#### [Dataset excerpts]

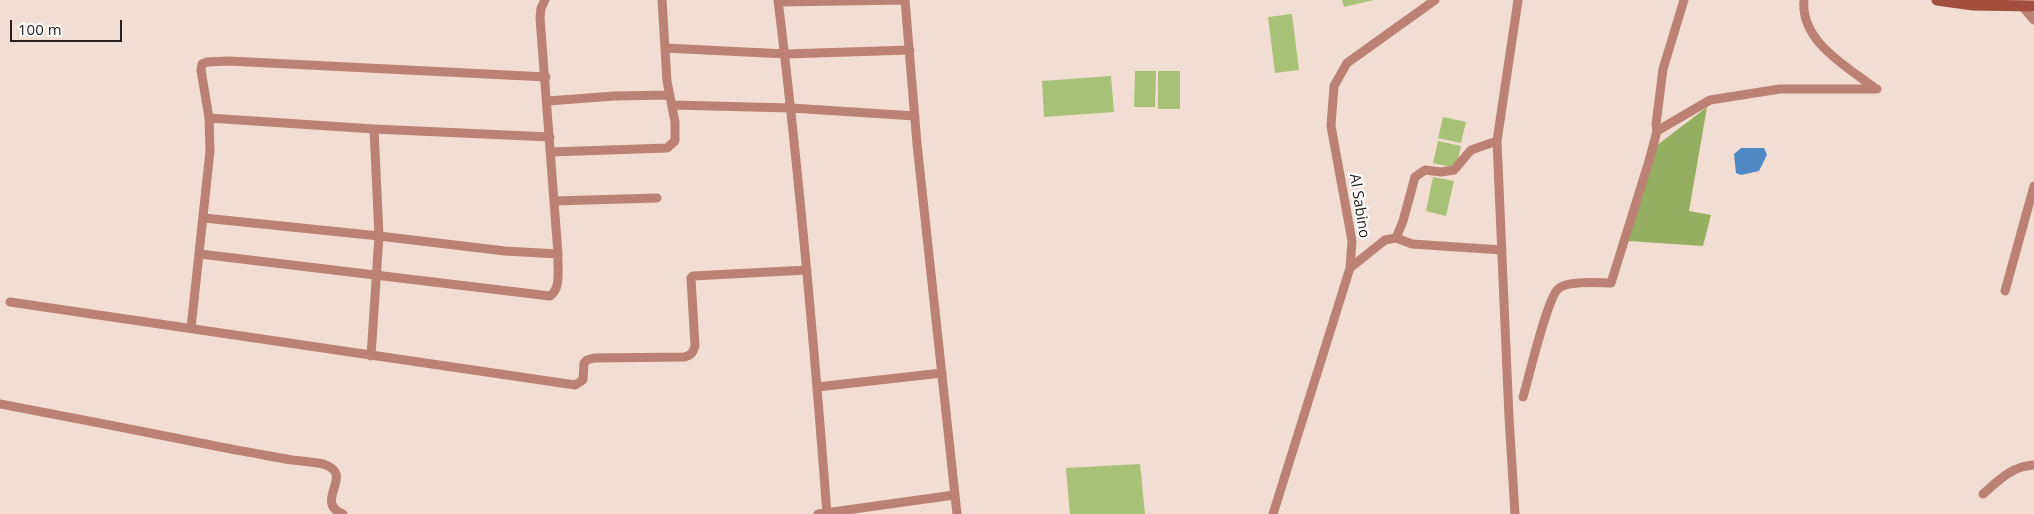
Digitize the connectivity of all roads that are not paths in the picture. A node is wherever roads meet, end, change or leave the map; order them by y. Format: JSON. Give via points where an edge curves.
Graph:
{"nodes":[{"id":1,"x":545,"y":0,"type":"edge"},
{"id":2,"x":662,"y":0,"type":"edge"},
{"id":3,"x":906,"y":0,"type":"edge"},
{"id":4,"x":1435,"y":0,"type":"edge"},
{"id":5,"x":1518,"y":0,"type":"edge"},
{"id":6,"x":1684,"y":0,"type":"edge"},
{"id":7,"x":1804,"y":0,"type":"edge"},
{"id":8,"x":1937,"y":0,"type":"edge"},
{"id":9,"x":778,"y":1,"type":"edge"},
{"id":10,"x":2022,"y":6,"type":"junction"},
{"id":11,"x":2034,"y":6,"type":"edge"},
{"id":12,"x":2034,"y":20,"type":"edge"},
{"id":13,"x":665,"y":48,"type":"junction"},
{"id":14,"x":910,"y":50,"type":"junction"},
{"id":15,"x":786,"y":54,"type":"junction"},
{"id":16,"x":546,"y":77,"type":"junction"},
{"id":17,"x":670,"y":96,"type":"junction"},
{"id":18,"x":548,"y":101,"type":"junction"},
{"id":19,"x":672,"y":105,"type":"junction"},
{"id":20,"x":791,"y":108,"type":"junction"},
{"id":21,"x":915,"y":116,"type":"junction"},
{"id":22,"x":209,"y":118,"type":"junction"},
{"id":23,"x":374,"y":129,"type":"junction"},
{"id":24,"x":1657,"y":131,"type":"junction"},
{"id":25,"x":550,"y":137,"type":"junction"},
{"id":26,"x":1497,"y":141,"type":"junction"},
{"id":27,"x":551,"y":152,"type":"junction"},
{"id":28,"x":2034,"y":186,"type":"edge"},
{"id":29,"x":658,"y":198,"type":"dead end"},
{"id":30,"x":554,"y":201,"type":"junction"},
{"id":31,"x":204,"y":218,"type":"junction"},
{"id":32,"x":379,"y":236,"type":"junction"},
{"id":33,"x":1396,"y":238,"type":"junction"},
{"id":34,"x":1502,"y":250,"type":"junction"},
{"id":35,"x":200,"y":254,"type":"junction"},
{"id":36,"x":558,"y":254,"type":"junction"},
{"id":37,"x":1350,"y":268,"type":"junction"},
{"id":38,"x":807,"y":270,"type":"junction"},
{"id":39,"x":377,"y":276,"type":"junction"},
{"id":40,"x":2005,"y":291,"type":"dead end"},
{"id":41,"x":10,"y":302,"type":"dead end"},
{"id":42,"x":192,"y":328,"type":"junction"},
{"id":43,"x":371,"y":356,"type":"junction"},
{"id":44,"x":942,"y":373,"type":"junction"},
{"id":45,"x":817,"y":387,"type":"junction"},
{"id":46,"x":1523,"y":397,"type":"dead end"},
{"id":47,"x":0,"y":404,"type":"edge"},
{"id":48,"x":2034,"y":466,"type":"edge"},
{"id":49,"x":1983,"y":494,"type":"dead end"},
{"id":50,"x":954,"y":495,"type":"junction"},
{"id":51,"x":890,"y":504,"type":"junction"},
{"id":52,"x":824,"y":513,"type":"edge"},
{"id":53,"x":343,"y":514,"type":"edge"},
{"id":54,"x":891,"y":514,"type":"edge"},
{"id":55,"x":957,"y":514,"type":"edge"},
{"id":56,"x":1273,"y":514,"type":"edge"},
{"id":57,"x":1515,"y":514,"type":"edge"}],
"edges":[{"from":1,"to":16,"type":"street","via":[[540,18]]},
{"from":2,"to":13,"type":"street"},
{"from":3,"to":9,"type":"street"},
{"from":3,"to":14,"type":"street"},
{"from":4,"to":37,"type":"street","name":"Al Sabino","via":[[1347,63],[1334,86],[1331,126],[1352,241]]},
{"from":5,"to":26,"type":"street"},
{"from":6,"to":24,"type":"street","via":[[1663,69]]},
{"from":7,"to":24,"type":"street","via":[[1810,30],[1830,53],[1877,89],[1780,89],[1710,100]]},
{"from":8,"to":10,"type":"main road"},
{"from":9,"to":15,"type":"street"},
{"from":10,"to":11,"type":"main road"},
{"from":10,"to":12,"type":"street"},
{"from":13,"to":15,"type":"street"},
{"from":13,"to":17,"type":"street"},
{"from":14,"to":15,"type":"street"},
{"from":14,"to":21,"type":"street"},
{"from":15,"to":20,"type":"street"},
{"from":16,"to":18,"type":"street"},
{"from":16,"to":22,"type":"street","via":[[207,62],[202,64],[201,70]]},
{"from":17,"to":18,"type":"street"},
{"from":17,"to":19,"type":"street"},
{"from":18,"to":25,"type":"street"},
{"from":19,"to":20,"type":"street"},
{"from":19,"to":27,"type":"street","via":[[676,122],[675,141],[667,148]]},
{"from":20,"to":21,"type":"street"},
{"from":20,"to":38,"type":"street"},
{"from":21,"to":44,"type":"street"},
{"from":22,"to":23,"type":"street"},
{"from":22,"to":31,"type":"street","via":[[210,151]]},
{"from":23,"to":25,"type":"street"},
{"from":23,"to":32,"type":"street"},
{"from":24,"to":46,"type":"street","via":[[1611,283],[1558,288],[1544,322]]},
{"from":25,"to":27,"type":"street"},
{"from":26,"to":33,"type":"street","via":[[1471,150],[1454,170],[1425,170],[1415,176]]},
{"from":26,"to":34,"type":"street"},
{"from":27,"to":30,"type":"street"},
{"from":28,"to":40,"type":"street"},
{"from":29,"to":30,"type":"street"},
{"from":30,"to":36,"type":"street"},
{"from":31,"to":32,"type":"street"},
{"from":31,"to":35,"type":"street"},
{"from":32,"to":36,"type":"street"},
{"from":32,"to":39,"type":"street"},
{"from":33,"to":34,"type":"street","via":[[1412,244]]},
{"from":33,"to":37,"type":"street","via":[[1385,240]]},
{"from":34,"to":57,"type":"street"},
{"from":35,"to":39,"type":"street"},
{"from":35,"to":42,"type":"street"},
{"from":36,"to":39,"type":"street","via":[[557,286],[550,296]]},
{"from":37,"to":56,"type":"street","name":"Al Sabino"},
{"from":38,"to":43,"type":"street","via":[[693,276],[695,346],[690,355],[685,358],[594,358],[584,363],[583,380],[575,385]]},
{"from":38,"to":45,"type":"street"},
{"from":39,"to":43,"type":"street"},
{"from":41,"to":42,"type":"street"},
{"from":42,"to":43,"type":"street"},
{"from":44,"to":45,"type":"street"},
{"from":44,"to":50,"type":"street"},
{"from":45,"to":52,"type":"street"},
{"from":47,"to":53,"type":"street","via":[[323,464],[336,474],[332,507]]},
{"from":48,"to":49,"type":"street","via":[[2008,472]]},
{"from":50,"to":51,"type":"street"},
{"from":50,"to":55,"type":"street"},
{"from":51,"to":52,"type":"street"},
{"from":51,"to":54,"type":"street"}]}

#### [Exercise directions]
Be exact. Write out all the entries and omit the pictures.

#### [Reply]
Digitize the connectivity of all roads that are not paths in the picture. A node is wherever roads meet, end, change or leave the map; order them by y. Format: JSON. Give via points where an edge curves.
Graph:
{"nodes":[{"id":1,"x":545,"y":0,"type":"edge"},
{"id":2,"x":662,"y":0,"type":"edge"},
{"id":3,"x":906,"y":0,"type":"edge"},
{"id":4,"x":1435,"y":0,"type":"edge"},
{"id":5,"x":1518,"y":0,"type":"edge"},
{"id":6,"x":1684,"y":0,"type":"edge"},
{"id":7,"x":1804,"y":0,"type":"edge"},
{"id":8,"x":1937,"y":0,"type":"edge"},
{"id":9,"x":778,"y":1,"type":"edge"},
{"id":10,"x":2022,"y":6,"type":"junction"},
{"id":11,"x":2034,"y":6,"type":"edge"},
{"id":12,"x":2034,"y":20,"type":"edge"},
{"id":13,"x":665,"y":48,"type":"junction"},
{"id":14,"x":910,"y":50,"type":"junction"},
{"id":15,"x":786,"y":54,"type":"junction"},
{"id":16,"x":546,"y":77,"type":"junction"},
{"id":17,"x":670,"y":96,"type":"junction"},
{"id":18,"x":548,"y":101,"type":"junction"},
{"id":19,"x":672,"y":105,"type":"junction"},
{"id":20,"x":791,"y":108,"type":"junction"},
{"id":21,"x":915,"y":116,"type":"junction"},
{"id":22,"x":209,"y":118,"type":"junction"},
{"id":23,"x":374,"y":129,"type":"junction"},
{"id":24,"x":1657,"y":131,"type":"junction"},
{"id":25,"x":550,"y":137,"type":"junction"},
{"id":26,"x":1497,"y":141,"type":"junction"},
{"id":27,"x":551,"y":152,"type":"junction"},
{"id":28,"x":2034,"y":186,"type":"edge"},
{"id":29,"x":658,"y":198,"type":"dead end"},
{"id":30,"x":554,"y":201,"type":"junction"},
{"id":31,"x":204,"y":218,"type":"junction"},
{"id":32,"x":379,"y":236,"type":"junction"},
{"id":33,"x":1396,"y":238,"type":"junction"},
{"id":34,"x":1502,"y":250,"type":"junction"},
{"id":35,"x":200,"y":254,"type":"junction"},
{"id":36,"x":558,"y":254,"type":"junction"},
{"id":37,"x":1350,"y":268,"type":"junction"},
{"id":38,"x":807,"y":270,"type":"junction"},
{"id":39,"x":377,"y":276,"type":"junction"},
{"id":40,"x":2005,"y":291,"type":"dead end"},
{"id":41,"x":10,"y":302,"type":"dead end"},
{"id":42,"x":192,"y":328,"type":"junction"},
{"id":43,"x":371,"y":356,"type":"junction"},
{"id":44,"x":942,"y":373,"type":"junction"},
{"id":45,"x":817,"y":387,"type":"junction"},
{"id":46,"x":1523,"y":397,"type":"dead end"},
{"id":47,"x":0,"y":404,"type":"edge"},
{"id":48,"x":2034,"y":466,"type":"edge"},
{"id":49,"x":1983,"y":494,"type":"dead end"},
{"id":50,"x":954,"y":495,"type":"junction"},
{"id":51,"x":890,"y":504,"type":"junction"},
{"id":52,"x":824,"y":513,"type":"edge"},
{"id":53,"x":343,"y":514,"type":"edge"},
{"id":54,"x":891,"y":514,"type":"edge"},
{"id":55,"x":957,"y":514,"type":"edge"},
{"id":56,"x":1273,"y":514,"type":"edge"},
{"id":57,"x":1515,"y":514,"type":"edge"}],
"edges":[{"from":1,"to":16,"type":"street","via":[[540,18]]},
{"from":2,"to":13,"type":"street"},
{"from":3,"to":9,"type":"street"},
{"from":3,"to":14,"type":"street"},
{"from":4,"to":37,"type":"street","name":"Al Sabino","via":[[1347,63],[1334,86],[1331,126],[1352,241]]},
{"from":5,"to":26,"type":"street"},
{"from":6,"to":24,"type":"street","via":[[1663,69]]},
{"from":7,"to":24,"type":"street","via":[[1810,30],[1830,53],[1877,89],[1780,89],[1710,100]]},
{"from":8,"to":10,"type":"main road"},
{"from":9,"to":15,"type":"street"},
{"from":10,"to":11,"type":"main road"},
{"from":10,"to":12,"type":"street"},
{"from":13,"to":15,"type":"street"},
{"from":13,"to":17,"type":"street"},
{"from":14,"to":15,"type":"street"},
{"from":14,"to":21,"type":"street"},
{"from":15,"to":20,"type":"street"},
{"from":16,"to":18,"type":"street"},
{"from":16,"to":22,"type":"street","via":[[207,62],[202,64],[201,70]]},
{"from":17,"to":18,"type":"street"},
{"from":17,"to":19,"type":"street"},
{"from":18,"to":25,"type":"street"},
{"from":19,"to":20,"type":"street"},
{"from":19,"to":27,"type":"street","via":[[676,122],[675,141],[667,148]]},
{"from":20,"to":21,"type":"street"},
{"from":20,"to":38,"type":"street"},
{"from":21,"to":44,"type":"street"},
{"from":22,"to":23,"type":"street"},
{"from":22,"to":31,"type":"street","via":[[210,151]]},
{"from":23,"to":25,"type":"street"},
{"from":23,"to":32,"type":"street"},
{"from":24,"to":46,"type":"street","via":[[1611,283],[1558,288],[1544,322]]},
{"from":25,"to":27,"type":"street"},
{"from":26,"to":33,"type":"street","via":[[1471,150],[1454,170],[1425,170],[1415,176]]},
{"from":26,"to":34,"type":"street"},
{"from":27,"to":30,"type":"street"},
{"from":28,"to":40,"type":"street"},
{"from":29,"to":30,"type":"street"},
{"from":30,"to":36,"type":"street"},
{"from":31,"to":32,"type":"street"},
{"from":31,"to":35,"type":"street"},
{"from":32,"to":36,"type":"street"},
{"from":32,"to":39,"type":"street"},
{"from":33,"to":34,"type":"street","via":[[1412,244]]},
{"from":33,"to":37,"type":"street","via":[[1385,240]]},
{"from":34,"to":57,"type":"street"},
{"from":35,"to":39,"type":"street"},
{"from":35,"to":42,"type":"street"},
{"from":36,"to":39,"type":"street","via":[[557,286],[550,296]]},
{"from":37,"to":56,"type":"street","name":"Al Sabino"},
{"from":38,"to":43,"type":"street","via":[[693,276],[695,346],[690,355],[685,358],[594,358],[584,363],[583,380],[575,385]]},
{"from":38,"to":45,"type":"street"},
{"from":39,"to":43,"type":"street"},
{"from":41,"to":42,"type":"street"},
{"from":42,"to":43,"type":"street"},
{"from":44,"to":45,"type":"street"},
{"from":44,"to":50,"type":"street"},
{"from":45,"to":52,"type":"street"},
{"from":47,"to":53,"type":"street","via":[[323,464],[336,474],[332,507]]},
{"from":48,"to":49,"type":"street","via":[[2008,472]]},
{"from":50,"to":51,"type":"street"},
{"from":50,"to":55,"type":"street"},
{"from":51,"to":52,"type":"street"},
{"from":51,"to":54,"type":"street"}]}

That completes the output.